§ **The problem**
Calculate how many lines in the following records hold the word "margin", and report that number without comment.

§ **Collected data entries**
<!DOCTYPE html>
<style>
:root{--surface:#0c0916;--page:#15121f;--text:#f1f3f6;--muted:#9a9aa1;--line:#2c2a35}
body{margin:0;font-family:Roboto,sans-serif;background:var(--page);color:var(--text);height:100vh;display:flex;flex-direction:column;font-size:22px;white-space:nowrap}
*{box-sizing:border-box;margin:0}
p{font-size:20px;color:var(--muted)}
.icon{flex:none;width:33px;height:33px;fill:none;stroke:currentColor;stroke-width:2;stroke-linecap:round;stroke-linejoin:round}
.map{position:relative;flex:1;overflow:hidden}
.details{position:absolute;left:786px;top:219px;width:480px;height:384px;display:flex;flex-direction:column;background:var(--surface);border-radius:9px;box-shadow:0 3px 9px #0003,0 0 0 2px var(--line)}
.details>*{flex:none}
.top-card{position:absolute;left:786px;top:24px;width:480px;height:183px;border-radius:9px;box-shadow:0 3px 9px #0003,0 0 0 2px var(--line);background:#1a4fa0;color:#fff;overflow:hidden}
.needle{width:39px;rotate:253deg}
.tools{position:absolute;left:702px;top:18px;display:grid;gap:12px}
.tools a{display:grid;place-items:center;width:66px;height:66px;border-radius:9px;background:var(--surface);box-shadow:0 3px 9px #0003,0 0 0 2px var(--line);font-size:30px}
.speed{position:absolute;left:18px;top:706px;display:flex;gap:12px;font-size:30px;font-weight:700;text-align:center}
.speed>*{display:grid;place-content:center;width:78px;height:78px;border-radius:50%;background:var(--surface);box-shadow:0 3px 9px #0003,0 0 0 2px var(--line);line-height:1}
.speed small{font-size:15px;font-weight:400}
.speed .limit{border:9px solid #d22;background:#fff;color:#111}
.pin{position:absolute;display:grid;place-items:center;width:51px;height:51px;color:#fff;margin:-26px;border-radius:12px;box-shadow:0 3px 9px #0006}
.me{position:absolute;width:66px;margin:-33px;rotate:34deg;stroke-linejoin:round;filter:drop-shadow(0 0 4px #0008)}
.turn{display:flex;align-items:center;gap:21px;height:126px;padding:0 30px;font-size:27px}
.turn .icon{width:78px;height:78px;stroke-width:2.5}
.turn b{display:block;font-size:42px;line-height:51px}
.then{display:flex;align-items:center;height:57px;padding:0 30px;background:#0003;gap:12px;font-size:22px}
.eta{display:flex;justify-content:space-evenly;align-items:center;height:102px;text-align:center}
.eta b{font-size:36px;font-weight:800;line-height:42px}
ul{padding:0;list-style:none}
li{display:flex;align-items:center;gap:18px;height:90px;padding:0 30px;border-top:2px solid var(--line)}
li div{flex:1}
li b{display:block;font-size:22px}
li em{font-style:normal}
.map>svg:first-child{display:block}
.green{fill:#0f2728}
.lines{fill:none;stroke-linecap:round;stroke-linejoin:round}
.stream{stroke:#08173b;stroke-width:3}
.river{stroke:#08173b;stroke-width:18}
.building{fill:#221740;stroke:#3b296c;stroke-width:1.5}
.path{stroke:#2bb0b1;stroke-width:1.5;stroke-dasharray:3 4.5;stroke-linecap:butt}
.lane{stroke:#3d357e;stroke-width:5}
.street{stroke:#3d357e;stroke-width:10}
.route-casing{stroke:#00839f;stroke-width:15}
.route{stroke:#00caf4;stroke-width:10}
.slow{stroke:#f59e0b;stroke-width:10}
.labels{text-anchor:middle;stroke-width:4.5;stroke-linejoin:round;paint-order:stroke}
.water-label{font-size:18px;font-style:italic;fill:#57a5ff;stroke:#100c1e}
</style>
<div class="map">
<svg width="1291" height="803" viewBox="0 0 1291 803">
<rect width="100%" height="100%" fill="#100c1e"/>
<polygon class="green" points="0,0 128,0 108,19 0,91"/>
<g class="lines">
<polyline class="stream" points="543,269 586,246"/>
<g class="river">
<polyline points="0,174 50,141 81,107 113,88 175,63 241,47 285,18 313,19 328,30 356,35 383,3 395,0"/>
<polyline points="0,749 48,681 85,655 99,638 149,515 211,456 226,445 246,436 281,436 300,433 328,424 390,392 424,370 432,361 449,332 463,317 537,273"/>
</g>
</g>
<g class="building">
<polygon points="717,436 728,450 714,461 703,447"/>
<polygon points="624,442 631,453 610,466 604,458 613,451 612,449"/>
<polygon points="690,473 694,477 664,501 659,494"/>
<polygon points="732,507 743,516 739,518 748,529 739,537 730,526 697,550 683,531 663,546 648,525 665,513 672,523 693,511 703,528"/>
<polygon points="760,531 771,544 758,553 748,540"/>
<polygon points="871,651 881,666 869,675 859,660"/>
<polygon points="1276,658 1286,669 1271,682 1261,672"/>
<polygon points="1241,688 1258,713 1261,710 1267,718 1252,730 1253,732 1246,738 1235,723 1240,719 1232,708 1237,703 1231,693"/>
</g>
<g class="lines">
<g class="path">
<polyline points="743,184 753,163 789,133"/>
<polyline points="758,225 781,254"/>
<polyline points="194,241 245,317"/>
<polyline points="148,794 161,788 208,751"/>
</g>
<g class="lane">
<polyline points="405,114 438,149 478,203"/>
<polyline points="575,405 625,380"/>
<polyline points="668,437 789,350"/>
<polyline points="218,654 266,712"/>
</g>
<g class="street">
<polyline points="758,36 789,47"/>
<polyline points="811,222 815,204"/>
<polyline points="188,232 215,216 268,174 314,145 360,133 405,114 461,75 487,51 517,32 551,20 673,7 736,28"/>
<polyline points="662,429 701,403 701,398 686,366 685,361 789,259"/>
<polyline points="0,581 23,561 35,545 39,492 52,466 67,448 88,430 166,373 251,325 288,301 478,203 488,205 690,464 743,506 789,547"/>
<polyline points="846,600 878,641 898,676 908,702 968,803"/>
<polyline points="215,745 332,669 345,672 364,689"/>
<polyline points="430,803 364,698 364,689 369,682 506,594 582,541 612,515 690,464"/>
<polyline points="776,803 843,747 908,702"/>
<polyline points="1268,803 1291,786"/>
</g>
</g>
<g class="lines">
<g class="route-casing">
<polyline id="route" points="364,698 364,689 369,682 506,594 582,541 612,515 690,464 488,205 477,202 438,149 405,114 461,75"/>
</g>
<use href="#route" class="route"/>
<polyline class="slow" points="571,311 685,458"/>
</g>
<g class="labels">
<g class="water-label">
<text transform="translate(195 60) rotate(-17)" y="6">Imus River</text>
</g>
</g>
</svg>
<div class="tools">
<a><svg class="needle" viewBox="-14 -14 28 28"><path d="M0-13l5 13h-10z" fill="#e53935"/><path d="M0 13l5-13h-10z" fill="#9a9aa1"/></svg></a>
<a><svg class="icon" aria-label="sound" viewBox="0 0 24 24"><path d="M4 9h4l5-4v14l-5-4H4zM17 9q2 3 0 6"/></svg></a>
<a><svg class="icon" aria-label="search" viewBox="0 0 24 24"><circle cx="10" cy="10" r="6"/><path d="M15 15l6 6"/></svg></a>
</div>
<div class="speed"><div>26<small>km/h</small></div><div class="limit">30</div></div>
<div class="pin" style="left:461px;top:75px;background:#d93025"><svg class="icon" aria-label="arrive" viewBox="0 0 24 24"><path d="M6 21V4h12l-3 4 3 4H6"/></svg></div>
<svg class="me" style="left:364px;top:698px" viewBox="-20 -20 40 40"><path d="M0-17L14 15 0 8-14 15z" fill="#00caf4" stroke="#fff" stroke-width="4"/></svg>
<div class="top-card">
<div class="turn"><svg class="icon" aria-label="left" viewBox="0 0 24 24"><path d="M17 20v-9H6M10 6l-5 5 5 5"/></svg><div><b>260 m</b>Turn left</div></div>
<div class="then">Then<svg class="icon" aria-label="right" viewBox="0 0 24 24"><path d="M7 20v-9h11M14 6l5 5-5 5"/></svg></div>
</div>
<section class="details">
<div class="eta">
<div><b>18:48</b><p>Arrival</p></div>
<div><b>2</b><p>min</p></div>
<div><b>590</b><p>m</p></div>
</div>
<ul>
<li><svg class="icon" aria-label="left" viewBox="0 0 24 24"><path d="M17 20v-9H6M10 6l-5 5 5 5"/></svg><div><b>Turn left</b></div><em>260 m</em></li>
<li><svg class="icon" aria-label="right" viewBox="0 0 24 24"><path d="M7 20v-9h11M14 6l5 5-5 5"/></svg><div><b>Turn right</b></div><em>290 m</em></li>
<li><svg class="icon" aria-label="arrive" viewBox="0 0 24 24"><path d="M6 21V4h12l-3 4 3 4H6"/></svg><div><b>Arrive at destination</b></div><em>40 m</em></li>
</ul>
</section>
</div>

§ **Solved problem**
4